Just over a year after the end of the long war between the Sri Lankan military and the Tamil Tiger rebels, the country has played host to its first surfing championship. And as the BBC’s Charles Haviland discovered, both surfers and local residents hope it will not be the last.

Julian Wilson, Arugam - June 2010

Australian Julian Wilson won the first surfing championship in Sri Lanka

As dawn breaks over Arugam Bay, a fisherman casts his net into the lagoon near the long, low bridge that links the remote village to the rest of the country.

By 0700, Arugam’s other main industry is storming into life at the southern end of the beach.

On the massive waves breaking in a blue-green sea, contestants in the Sri Lankan Airlines Pro Surf 2010 “surf their brains out”, to quote one of the live commentators.

They ride the waves in virtuoso performances, astonishingly staying upright – mostly.

“Oh, and he’s disappeared!” roars the Aussie commentator as a losing semi-finalist disappears into a wave that looks 20 feet tall.

“Oh my gosh – just 40 seconds remaining – it was do or die – he had to roll the dice, had to have a go!”

‘Cool experience’

By now there are just two surfers left, of the 128 that started a week earlier. The final winner is a 21-year-old Australian, Julian Wilson.

Top-notch surfing – this is known as a six-star contest – has come to Sri Lanka and Wilson says he feels “unreal” to have won.

“It’s been such a cool experience over here,” he tells the BBC.

“The local people have taken such good care of us; the waves have been good every day,” he says. He hopes to return next year.

The locals of Arugam and Pottuvil, including groups of well-behaved schoolchildren and their teachers, have flocked to see the surfing.

Early in the morning some clamber up the dunes for the best view.

I foolishly follow them when the sun is higher and am forced to retreat from the burning heat of the sand.

It is better under the big canopy where drinks are on hand and where the reggae and hip-hop music is being pumped out.

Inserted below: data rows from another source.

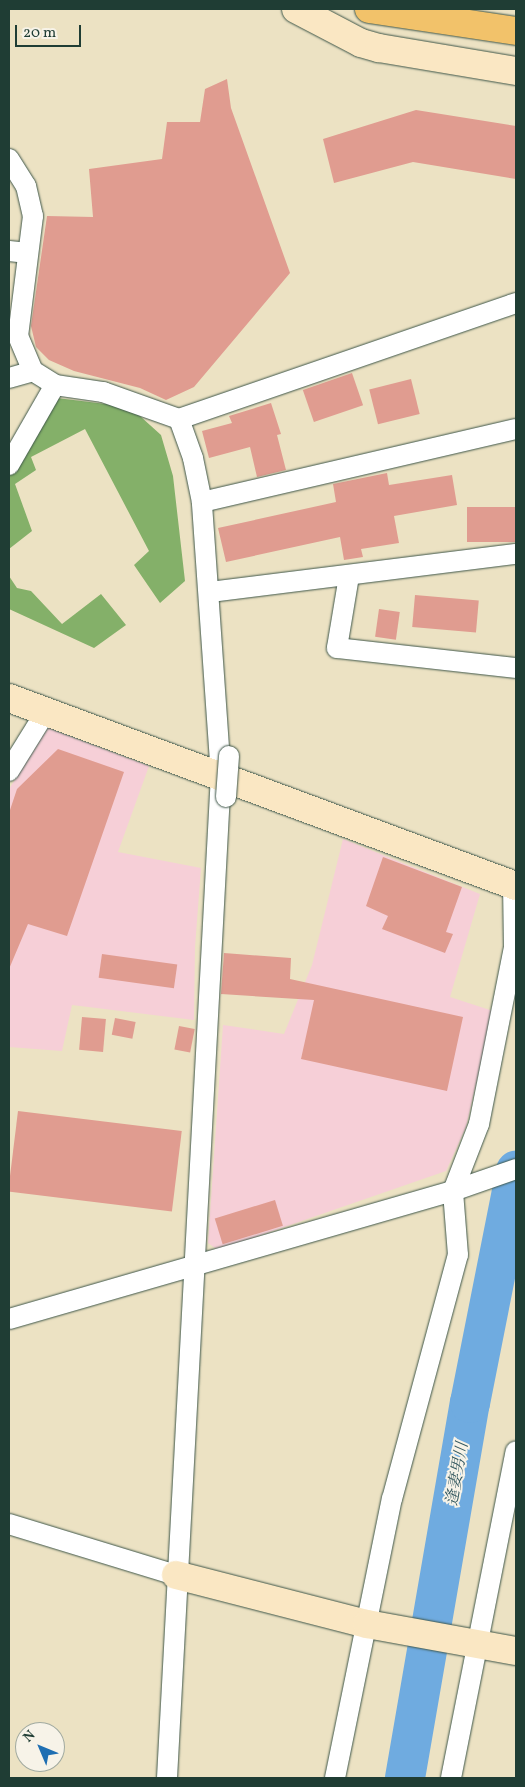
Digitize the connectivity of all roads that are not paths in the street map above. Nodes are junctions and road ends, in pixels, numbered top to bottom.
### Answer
1 (296, 9) edge
2 (369, 9) edge
3 (516, 31) edge
4 (516, 71) edge
5 (9, 159) edge
6 (19, 252) edge
7 (516, 303) edge
8 (33, 371) junction
9 (9, 378) edge
10 (55, 385) junction
11 (179, 419) junction
12 (516, 429) edge
13 (9, 465) edge
14 (202, 502) junction
15 (516, 554) edge
16 (349, 576) junction
17 (210, 592) junction
18 (516, 668) edge
19 (9, 698) edge
20 (45, 712) junction
21 (9, 771) edge
22 (226, 776) junction
23 (515, 880) edge
24 (516, 1169) edge
25 (457, 1188) junction
26 (194, 1265) junction
27 (9, 1319) edge
28 (516, 1451) edge
29 (9, 1524) edge
30 (176, 1575) junction
31 (371, 1625) junction
32 (475, 1643) junction
33 (516, 1652) edge
34 (167, 1778) edge
35 (335, 1778) edge
36 (451, 1778) edge

1 - 4 street
2 - 3 main road
5 - 6 street
6 - 8 street
7 - 11 street
8 - 9 street
8 - 10 street
10 - 11 street
10 - 13 street
11 - 14 street
12 - 14 street
14 - 17 street
15 - 16 street
16 - 17 street
16 - 18 street
17 - 22 street
19 - 20 street
20 - 21 street
20 - 22 street
22 - 23 street
22 - 26 street
23 - 25 street
24 - 25 street
25 - 26 street
25 - 31 street
26 - 27 street
26 - 30 street
28 - 32 street
29 - 30 street
30 - 31 street
30 - 34 street
31 - 32 street
31 - 35 street
32 - 33 street
32 - 36 street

“We really appreciate the surfers coming here,” Abu Saleem Muzzamil, a tuk-tuk driver, says.

Abu Saleem Muzzamil, tuk-tuk driver

“It gives us a lot of business – tuk-tuks, restaurants, hotel rooms, vegetable shops.

“They’re really friendly: they talk to the local people and the kids. For us, it is like meeting long-lost friends.”

Local surfers

The moment Julian Wilson is out of the water and receiving his trophy, Sri Lankans are in the sea as members of the Arugambay Surfing Club “reclaim” their surf point.

Twenty-four locals were given spots in the tournament and two received prize money.

The Association of Surfing Professionals (ASP) donates some surfboards to their local colleagues and the club’s 26-year-old chairman, Fawas Lafeer, is grateful.

Sri Lankan surfer, Arugam - June 2010

“We have really good skilled surfers but we don’t have any lessons, no surf coaches or anything,” he says.

But the club, whose members sport a uniform of black, red-trimmed T-shirts, are doing their own teaching for young local people, including swimming training.

They hope to increase their strength from 35 to 60 quite soon, says Fawas.

He says the membership completely cross-cuts the ethnic and religious divisions in this very mixed part of the country.

Never far away

The long dead-end coast road leading south from Arugam enters some of Sri Lanka’s remotest – and driest – country.

There are paddy fields and lagoons but also massive rock outcrops and arid-land vegetation, the hinterland to sweeps of golden beach and more roaring waves.

It would be reminiscent of Africa but for the temples.

We get welcomed by visitors to the remote forest hermitage of Kudimbigala, a Sinhalese Buddhist retreat for thousands of years, and then at the Tamil Hindu temple at Okanda further south.

Much of this is a nature reserve, and mongooses scamper across the road. Brilliantly coloured birds dart around.

Members of an elite security force wing are never far away. It seems surprising that the state’s war with the Tamil Tigers came this far south.

“The whole area suffered,” I learn from the chairman of the Arugam Bay Tourist Association, MHA Raheem.

“There were no jobs, it was difficult to farm, we couldn’t go and work in the jungle, even collect firewood, independently.

“And the ASP couldn’t get travel insurance.”

Now people travel around freely, he says, and room occupancy is up in the low-rise, hippy-like accommodation that dominates Arugam.

Mixing well

Some local people say they would like to see bigger, more high-end hotels built here.

Mr Raheem feels differently, saying that the tourists who come here may not be rich but they mix well with local society.

He fears that would not happen if it became a package destination.

As the current type of tourism grows, he says, more fish, rice and vegetables are brought from local producers, strongly benefiting the community.

Schoolchildren and teachers, Arugam - June 2010

Schoolchildren from Arugam and Pottuvil were taken to watch the surfing

Late at night, there is a party on the beach.

“I guess [Arugam Bay] is not as developed as some other surfing areas,” says the ASP’s Jake White.